Port 7701 should never be exposed to untrusted networks. It provides session control (kill, pause) and live activity streaming. Restrict it to localhost or a management VLAN.

TLS configuration

The dashboard serves HTTPS with a self-signed certificate by default. For production:

Option 1: Let's Encrypt (recommended for public-facing)
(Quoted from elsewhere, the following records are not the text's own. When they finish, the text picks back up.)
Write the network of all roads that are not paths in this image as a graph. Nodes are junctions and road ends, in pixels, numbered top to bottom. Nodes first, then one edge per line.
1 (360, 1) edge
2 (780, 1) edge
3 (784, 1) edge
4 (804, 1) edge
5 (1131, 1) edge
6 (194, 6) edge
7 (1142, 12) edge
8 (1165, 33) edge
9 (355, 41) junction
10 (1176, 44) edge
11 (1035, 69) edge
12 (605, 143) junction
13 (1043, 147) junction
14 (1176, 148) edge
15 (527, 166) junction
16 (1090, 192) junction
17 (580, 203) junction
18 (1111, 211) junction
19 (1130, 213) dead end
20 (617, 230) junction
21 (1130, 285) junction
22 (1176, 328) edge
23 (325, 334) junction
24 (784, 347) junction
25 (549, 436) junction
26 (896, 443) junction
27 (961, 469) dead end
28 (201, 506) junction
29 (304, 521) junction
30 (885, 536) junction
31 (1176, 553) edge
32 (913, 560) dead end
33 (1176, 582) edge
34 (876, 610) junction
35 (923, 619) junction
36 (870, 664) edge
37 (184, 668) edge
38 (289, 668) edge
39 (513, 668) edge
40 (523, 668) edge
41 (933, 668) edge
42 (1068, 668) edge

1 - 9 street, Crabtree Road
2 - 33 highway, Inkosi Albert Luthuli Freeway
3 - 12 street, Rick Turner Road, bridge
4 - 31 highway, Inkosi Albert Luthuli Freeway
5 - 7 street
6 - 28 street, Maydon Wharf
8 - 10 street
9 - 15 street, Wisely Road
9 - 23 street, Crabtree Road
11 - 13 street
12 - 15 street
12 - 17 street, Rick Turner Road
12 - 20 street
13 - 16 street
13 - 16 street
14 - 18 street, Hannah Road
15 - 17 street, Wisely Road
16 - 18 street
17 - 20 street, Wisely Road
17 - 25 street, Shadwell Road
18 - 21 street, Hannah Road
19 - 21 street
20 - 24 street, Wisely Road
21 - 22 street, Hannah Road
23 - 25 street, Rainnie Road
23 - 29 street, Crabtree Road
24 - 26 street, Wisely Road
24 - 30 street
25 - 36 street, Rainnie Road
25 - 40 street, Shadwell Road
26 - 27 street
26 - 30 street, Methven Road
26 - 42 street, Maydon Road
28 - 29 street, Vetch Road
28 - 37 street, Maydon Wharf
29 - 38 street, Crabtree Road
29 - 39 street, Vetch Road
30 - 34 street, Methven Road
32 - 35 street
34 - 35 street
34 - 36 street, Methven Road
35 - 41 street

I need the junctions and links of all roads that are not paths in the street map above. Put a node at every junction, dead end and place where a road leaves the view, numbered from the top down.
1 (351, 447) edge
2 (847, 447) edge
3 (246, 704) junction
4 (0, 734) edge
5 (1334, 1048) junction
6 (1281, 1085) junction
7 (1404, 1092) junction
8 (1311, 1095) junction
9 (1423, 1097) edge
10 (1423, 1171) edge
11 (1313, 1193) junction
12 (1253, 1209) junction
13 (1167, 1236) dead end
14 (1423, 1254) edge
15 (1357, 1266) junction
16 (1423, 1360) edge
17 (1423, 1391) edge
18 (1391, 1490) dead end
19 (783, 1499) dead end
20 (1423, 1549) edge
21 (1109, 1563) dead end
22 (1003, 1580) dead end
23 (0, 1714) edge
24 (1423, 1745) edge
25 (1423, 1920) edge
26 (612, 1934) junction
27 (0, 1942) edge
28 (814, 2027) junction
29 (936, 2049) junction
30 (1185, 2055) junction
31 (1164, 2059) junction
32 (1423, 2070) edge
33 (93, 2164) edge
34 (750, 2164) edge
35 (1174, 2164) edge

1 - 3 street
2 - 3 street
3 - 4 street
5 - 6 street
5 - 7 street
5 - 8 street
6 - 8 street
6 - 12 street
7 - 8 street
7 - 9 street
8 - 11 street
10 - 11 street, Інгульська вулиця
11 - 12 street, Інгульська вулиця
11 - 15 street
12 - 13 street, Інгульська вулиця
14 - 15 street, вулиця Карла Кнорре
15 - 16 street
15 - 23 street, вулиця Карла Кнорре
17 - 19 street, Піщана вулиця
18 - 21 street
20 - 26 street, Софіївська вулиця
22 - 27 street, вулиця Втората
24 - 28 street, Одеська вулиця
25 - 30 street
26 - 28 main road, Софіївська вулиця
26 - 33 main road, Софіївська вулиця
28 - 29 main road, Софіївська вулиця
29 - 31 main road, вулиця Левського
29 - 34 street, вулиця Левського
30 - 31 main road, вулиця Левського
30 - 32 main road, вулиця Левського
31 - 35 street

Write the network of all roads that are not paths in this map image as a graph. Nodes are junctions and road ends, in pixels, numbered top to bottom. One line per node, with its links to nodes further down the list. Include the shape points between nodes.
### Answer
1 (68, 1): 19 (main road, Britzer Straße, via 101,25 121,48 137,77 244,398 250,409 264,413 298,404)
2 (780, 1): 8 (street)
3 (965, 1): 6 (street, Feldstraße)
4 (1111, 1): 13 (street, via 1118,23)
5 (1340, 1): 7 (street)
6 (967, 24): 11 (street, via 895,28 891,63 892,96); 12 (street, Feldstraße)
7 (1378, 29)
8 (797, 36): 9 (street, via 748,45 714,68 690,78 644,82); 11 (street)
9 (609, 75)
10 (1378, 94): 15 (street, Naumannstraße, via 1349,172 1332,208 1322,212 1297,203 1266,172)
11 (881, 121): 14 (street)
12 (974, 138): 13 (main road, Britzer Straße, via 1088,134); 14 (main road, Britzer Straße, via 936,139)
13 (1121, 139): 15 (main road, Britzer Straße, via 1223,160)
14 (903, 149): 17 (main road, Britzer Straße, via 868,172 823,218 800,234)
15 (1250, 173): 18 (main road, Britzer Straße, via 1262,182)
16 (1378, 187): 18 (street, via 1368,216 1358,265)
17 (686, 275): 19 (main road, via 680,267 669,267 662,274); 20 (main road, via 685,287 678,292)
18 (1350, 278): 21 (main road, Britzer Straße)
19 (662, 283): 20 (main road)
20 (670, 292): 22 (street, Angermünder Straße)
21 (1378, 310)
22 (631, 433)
Configure in /etc/kruxos/config.yaml:

dashboard:
  tls:
    mode: letsencrypt
    domain: agents.example.com
    email: [email protected]

Option 2: Reverse proxy

Place nginx or Caddy in front of KruxOS:

server {
    listen 443 ssl;
    server_name agents.example.com;
    ssl_certificate /etc/ssl/certs/agents.pem;
    ssl_certificate_key /etc/ssl/private/agents.key;

    # Dashboard
    location / {
        proxy_pass http://localhost:7800;
        proxy_set_header Host $host;
    }

    # Agent WebSocket
    location /ws {
        proxy_pass http://localhost:7700;
        proxy_http_version 1.1;
        proxy_set_header Upgrade $http_upgrade;
        proxy_set_header Connection "upgrade";
    }
}

Policy configuration

Choose a starting policy

Environment Recommended template Philosophy
Development / testing personal-permissive Maximum agent autonomy
Team use team-moderate Reads auto, writes notify, destructive = approval
Production enterprise-restrictive All writes need approval

Customize for your needs

Start with a template and customize. See the Policies guide for full YAML syntax.

Key customizations for production:

# Rate limit email sending
email.send:
  tier: notify
  rate_limit:
    max: 20
    window: 3600
    on_exceed: approval_required

# Block network access by default
network.*:
  tier: blocked

# Allow specific network capabilities
network.http_request:
  tier: approval_required
  reason: "External HTTP requests require review"

Backup strategy

Automated daily backups

Daily backups run automatically on the appliance via a systemd timer at 02:00 UTC out of the box — no setup needed. Verify with systemctl list-timers '*kruxos*'. Audit-log rotation runs at 03:00 UTC with a 90-day default retention.

To add a second schedule (e.g., hourly incrementals), use the host's cron:

0 * * * * /usr/local/bin/kruxos state backup --out /data/kruxos/backups/incr-$(date +\%H).tar.gz.enc

Offsite backup

Copy backups to external storage:

# Example: sync to S3-compatible storage
0 3 * * * rclone copy /data/kruxos/backups/ remote:kruxos-backups/ --max-age 1d

Retention

Configure backup retention in your backup rotation script. Recommended:

  • Daily backups: keep 7 days
  • Weekly backups: keep 4 weeks
  • Monthly backups: keep 12 months

Monitoring integration

Health check endpoint

The /health endpoint on port 7701 returns HTTP 200 (healthy) or 503 (unhealthy):

# Nagios / monitoring check
curl -sf http://localhost:7701/health || echo "CRITICAL: KruxOS unhealthy"

Alerting

Configure external alerting by polling the health endpoint or subscribing to the supervision WebSocket for real-time events.

Update strategy

  1. Back up before updating: kruxos state backup --out /data/kruxos/backups/pre-update.tar.gz.enc
  2. Check for updates: kruxos update check
  3. Apply during maintenance window: kruxos update apply
  4. Verify after reboot: kruxos status and kruxos audit stats
  5. Rollback if issues: kruxos update rollback

Health-driven A/B rollback ships in v0.0.2

The A/B partition layout and inactive-slot write path are in place in v0.0.1, but the automated post-reboot health probe that confirms the new slot (or fails back to the previous one) lands in v0.0.2. Until then, run step 4 manually before the boot flag is confirmed.

The A/B partition system ensures that failed updates automatically roll back. See Updating for details.

Scaling considerations

v0.0.x (single-node)

The v0.0.x line is designed for single-node deployment. Practical limits:

Metric Tested capacity
Concurrent agents 50+
Capability invocations/sec 1,000+
Audit entries/day 1,000,000+
State entries per agent 10,000+

Enterprise (future)

Multi-node clustering, PostgreSQL backend, and horizontal scaling are planned for the enterprise edition.